• EXERCISE DATA:
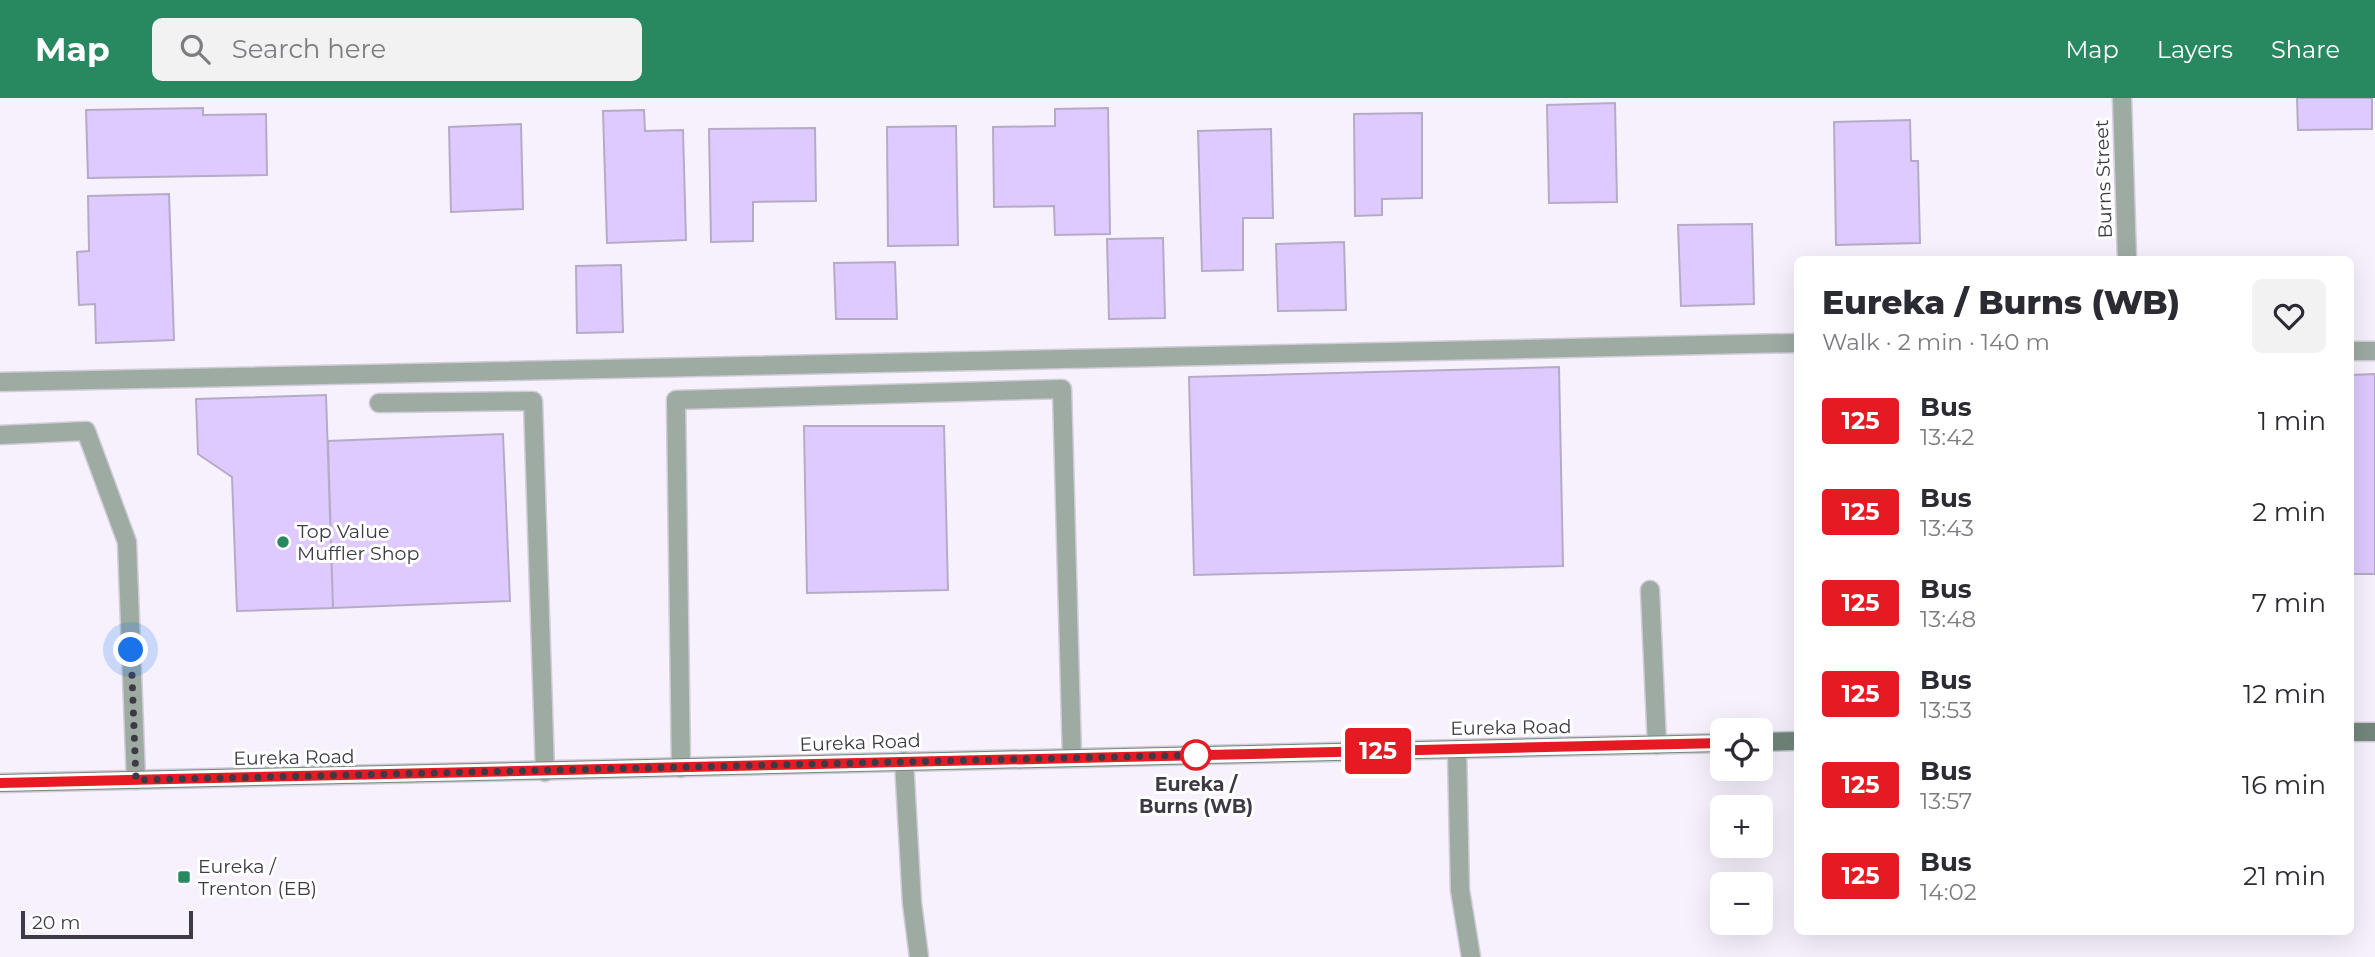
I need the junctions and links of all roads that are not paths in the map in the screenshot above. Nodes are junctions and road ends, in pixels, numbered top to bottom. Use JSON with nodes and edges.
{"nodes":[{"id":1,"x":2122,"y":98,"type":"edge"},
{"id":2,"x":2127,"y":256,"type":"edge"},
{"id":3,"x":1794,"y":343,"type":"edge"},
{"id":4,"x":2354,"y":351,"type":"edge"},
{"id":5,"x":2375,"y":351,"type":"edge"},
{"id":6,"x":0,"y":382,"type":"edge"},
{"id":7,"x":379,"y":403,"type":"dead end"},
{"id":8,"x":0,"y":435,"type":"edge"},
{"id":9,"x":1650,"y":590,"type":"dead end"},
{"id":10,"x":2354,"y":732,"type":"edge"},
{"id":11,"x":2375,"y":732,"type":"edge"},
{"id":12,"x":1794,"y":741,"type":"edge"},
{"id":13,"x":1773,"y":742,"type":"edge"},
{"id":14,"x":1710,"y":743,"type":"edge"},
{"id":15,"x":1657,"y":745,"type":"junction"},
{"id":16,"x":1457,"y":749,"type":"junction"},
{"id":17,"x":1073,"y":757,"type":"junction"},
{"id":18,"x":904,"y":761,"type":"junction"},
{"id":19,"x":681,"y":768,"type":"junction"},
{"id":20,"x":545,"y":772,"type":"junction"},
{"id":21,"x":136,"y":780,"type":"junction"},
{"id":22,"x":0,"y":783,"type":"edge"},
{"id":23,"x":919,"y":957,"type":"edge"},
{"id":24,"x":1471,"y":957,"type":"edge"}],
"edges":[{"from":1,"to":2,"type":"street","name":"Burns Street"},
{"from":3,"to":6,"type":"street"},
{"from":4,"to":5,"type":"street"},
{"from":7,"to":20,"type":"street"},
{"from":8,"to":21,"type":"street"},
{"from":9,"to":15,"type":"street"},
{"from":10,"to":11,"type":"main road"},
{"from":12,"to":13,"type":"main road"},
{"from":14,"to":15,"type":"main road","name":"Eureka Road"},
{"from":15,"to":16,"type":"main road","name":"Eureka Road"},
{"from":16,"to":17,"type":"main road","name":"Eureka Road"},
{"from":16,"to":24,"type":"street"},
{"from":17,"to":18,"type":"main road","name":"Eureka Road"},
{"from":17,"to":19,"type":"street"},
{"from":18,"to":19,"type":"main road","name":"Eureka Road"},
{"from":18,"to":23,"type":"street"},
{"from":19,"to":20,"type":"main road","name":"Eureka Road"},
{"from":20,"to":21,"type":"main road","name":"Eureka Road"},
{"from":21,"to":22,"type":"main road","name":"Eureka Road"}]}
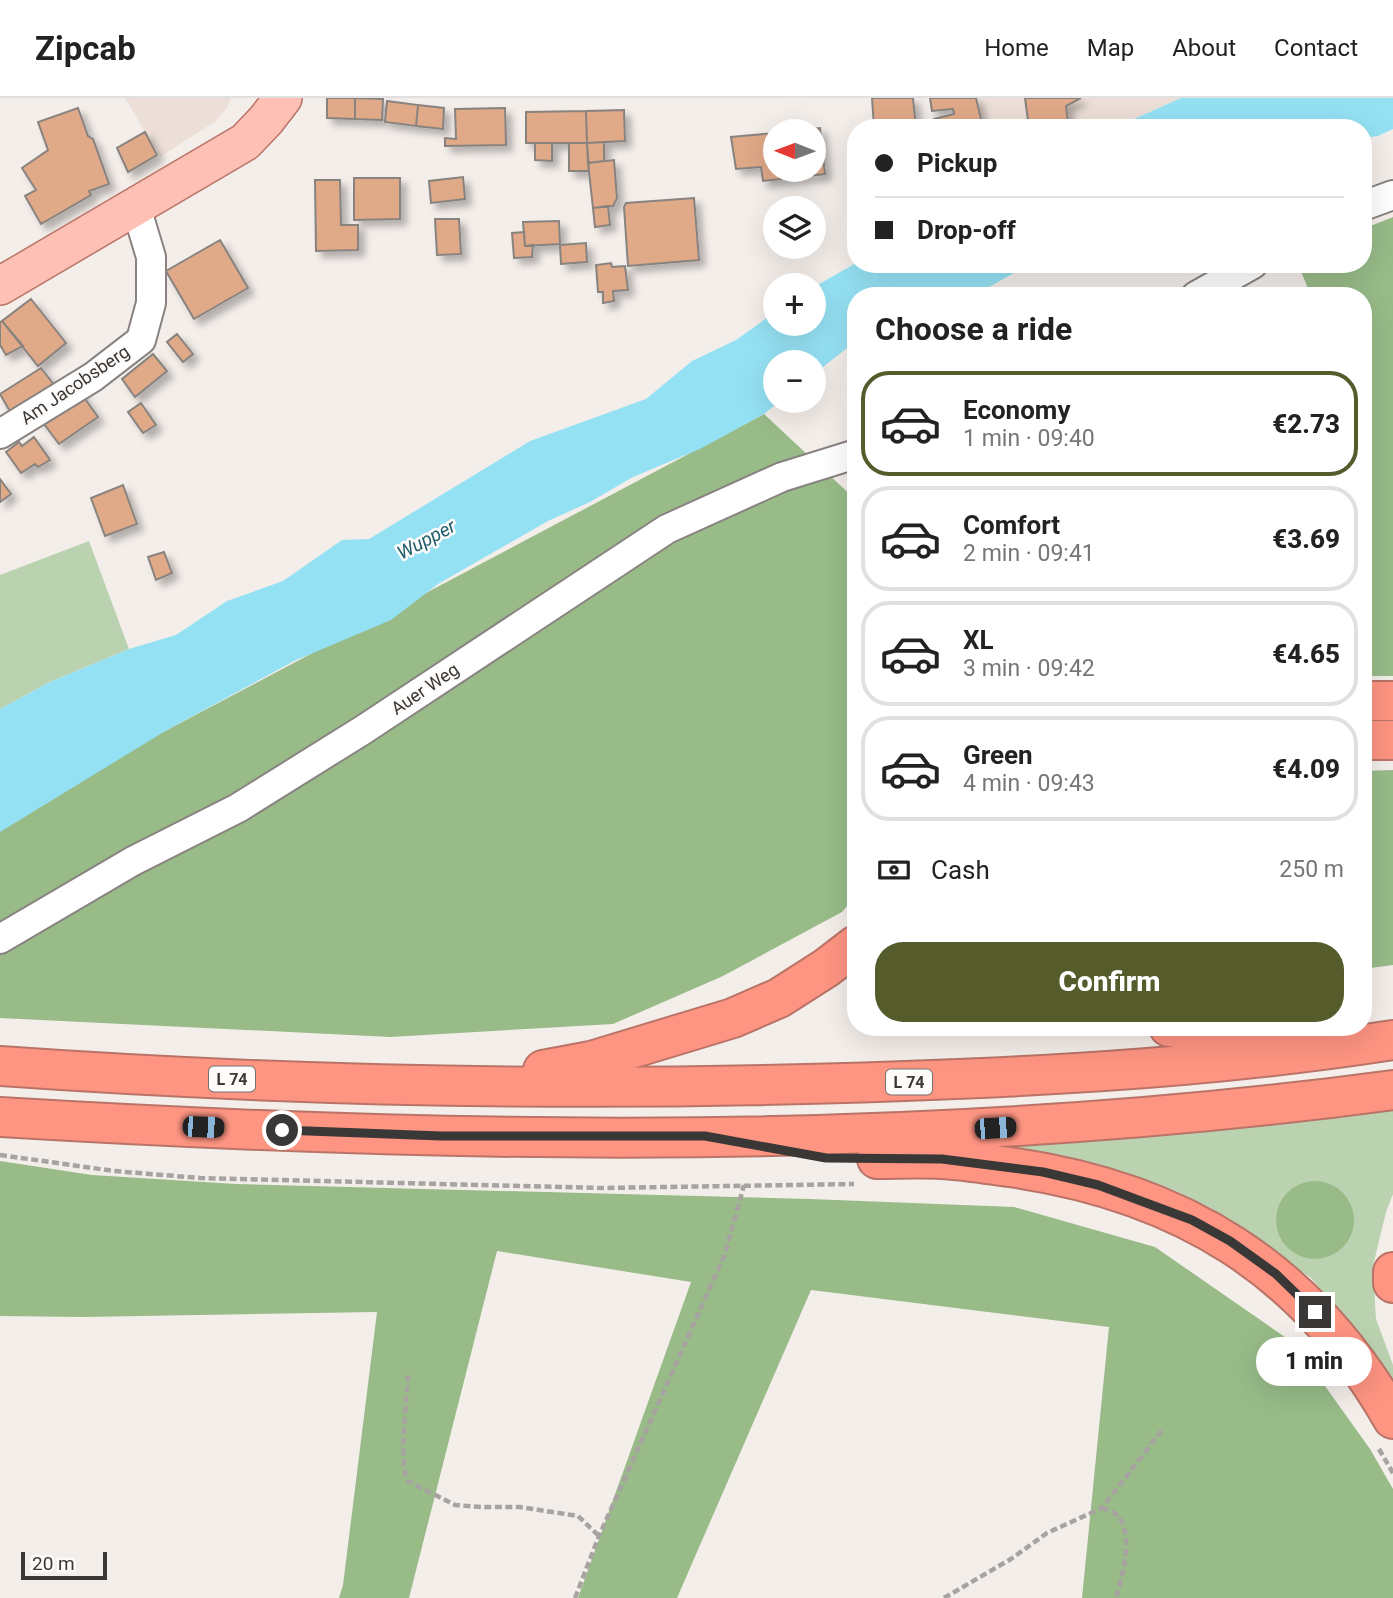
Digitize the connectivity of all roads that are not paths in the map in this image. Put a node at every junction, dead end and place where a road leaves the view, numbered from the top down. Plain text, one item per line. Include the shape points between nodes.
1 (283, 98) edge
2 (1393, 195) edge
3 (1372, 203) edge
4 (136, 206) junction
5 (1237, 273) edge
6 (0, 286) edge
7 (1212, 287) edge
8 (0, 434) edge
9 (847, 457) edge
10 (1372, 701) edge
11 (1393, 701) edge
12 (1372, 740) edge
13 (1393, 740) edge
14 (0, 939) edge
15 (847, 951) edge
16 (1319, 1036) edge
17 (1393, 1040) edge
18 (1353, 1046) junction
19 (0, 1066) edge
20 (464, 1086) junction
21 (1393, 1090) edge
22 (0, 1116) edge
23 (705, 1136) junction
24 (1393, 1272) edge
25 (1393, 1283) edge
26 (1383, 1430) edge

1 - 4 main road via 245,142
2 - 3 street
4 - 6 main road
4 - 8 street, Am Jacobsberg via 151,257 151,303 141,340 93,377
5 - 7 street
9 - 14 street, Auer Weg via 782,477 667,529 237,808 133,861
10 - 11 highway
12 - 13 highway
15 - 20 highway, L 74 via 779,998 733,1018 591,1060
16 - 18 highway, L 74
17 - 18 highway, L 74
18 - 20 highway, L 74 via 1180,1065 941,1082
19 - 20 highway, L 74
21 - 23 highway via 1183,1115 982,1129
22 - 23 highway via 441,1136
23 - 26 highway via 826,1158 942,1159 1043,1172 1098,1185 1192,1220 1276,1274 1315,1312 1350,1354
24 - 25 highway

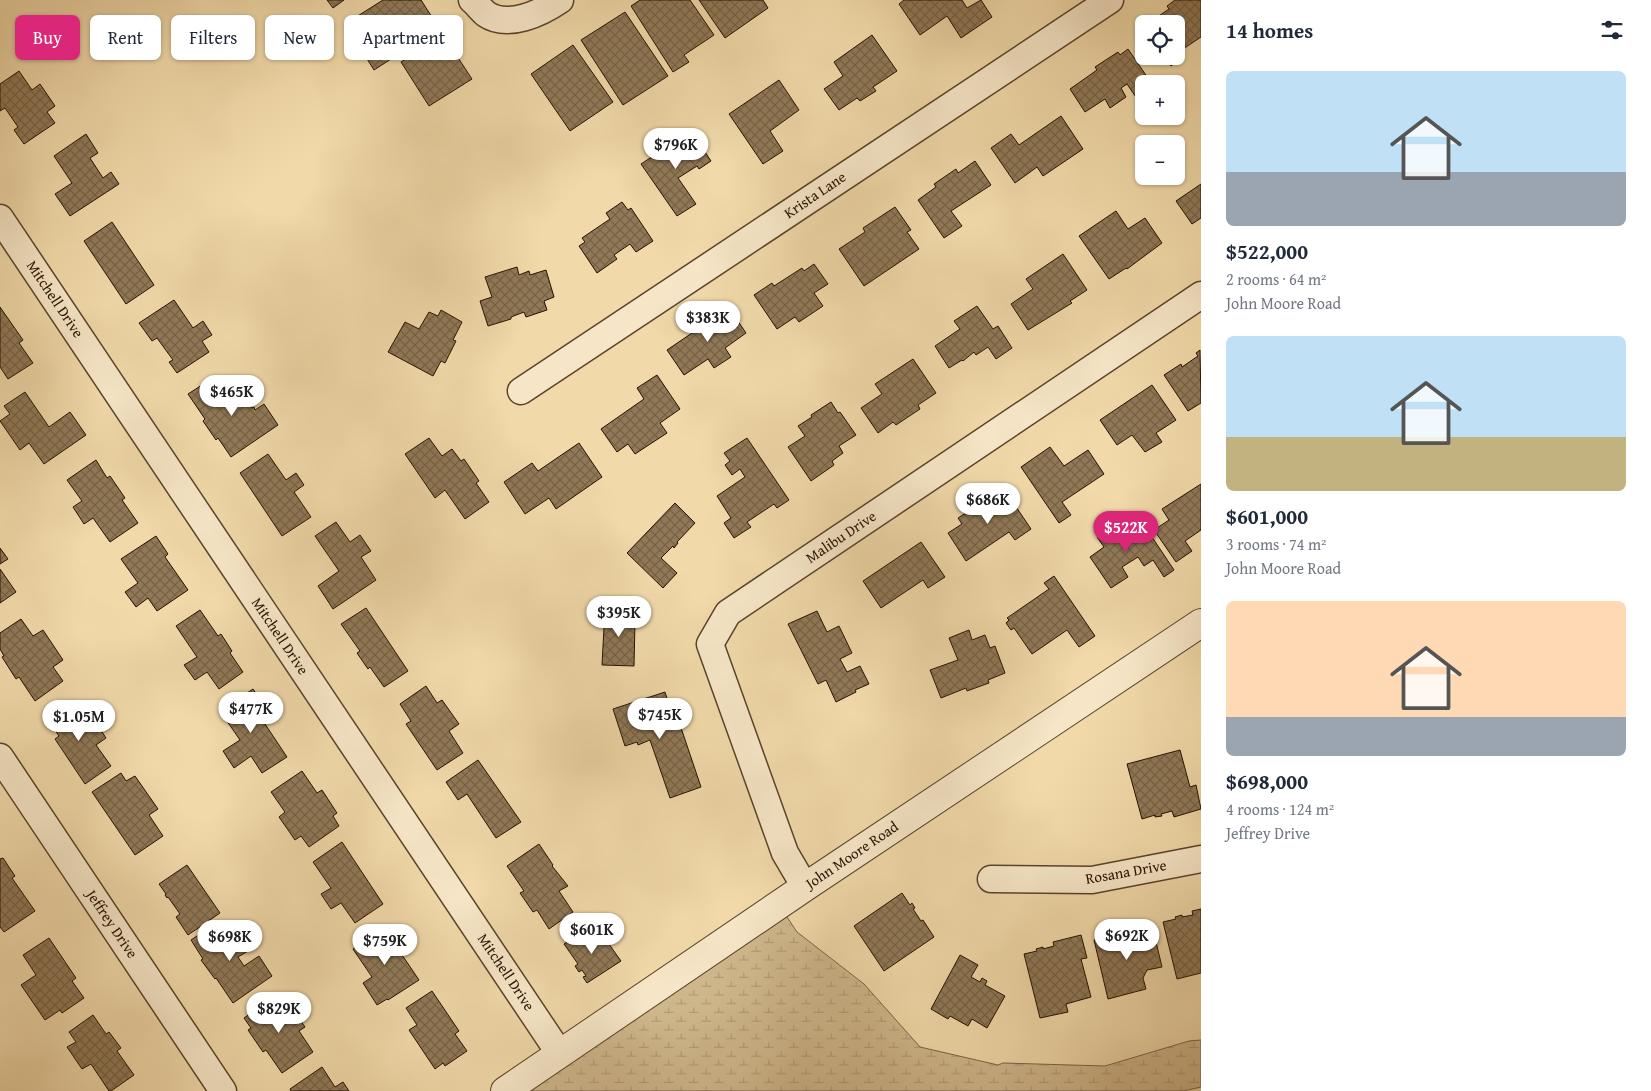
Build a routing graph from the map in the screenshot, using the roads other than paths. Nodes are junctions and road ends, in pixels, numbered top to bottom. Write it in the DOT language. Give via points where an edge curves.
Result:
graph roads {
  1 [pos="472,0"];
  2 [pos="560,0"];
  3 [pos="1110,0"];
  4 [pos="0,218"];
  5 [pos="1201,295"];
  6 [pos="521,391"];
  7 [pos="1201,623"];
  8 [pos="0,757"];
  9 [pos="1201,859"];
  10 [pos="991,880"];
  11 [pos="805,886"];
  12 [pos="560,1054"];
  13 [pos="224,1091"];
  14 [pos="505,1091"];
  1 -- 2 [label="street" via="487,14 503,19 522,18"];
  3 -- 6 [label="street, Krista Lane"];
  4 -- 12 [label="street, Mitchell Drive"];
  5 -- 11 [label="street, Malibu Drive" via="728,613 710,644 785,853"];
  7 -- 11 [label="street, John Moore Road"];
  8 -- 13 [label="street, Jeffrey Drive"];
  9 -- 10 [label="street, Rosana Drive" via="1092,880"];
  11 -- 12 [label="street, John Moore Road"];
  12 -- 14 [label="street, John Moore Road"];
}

• BRIEF:
Working through the entries above, copy every line in which "highway" is found.

• SOLVED EXERCISE:
10 - 11 highway
12 - 13 highway
15 - 20 highway, L 74 via 779,998 733,1018 591,1060
16 - 18 highway, L 74
17 - 18 highway, L 74
18 - 20 highway, L 74 via 1180,1065 941,1082
19 - 20 highway, L 74
21 - 23 highway via 1183,1115 982,1129
22 - 23 highway via 441,1136
23 - 26 highway via 826,1158 942,1159 1043,1172 1098,1185 1192,1220 1276,1274 1315,1312 1350,1354
24 - 25 highway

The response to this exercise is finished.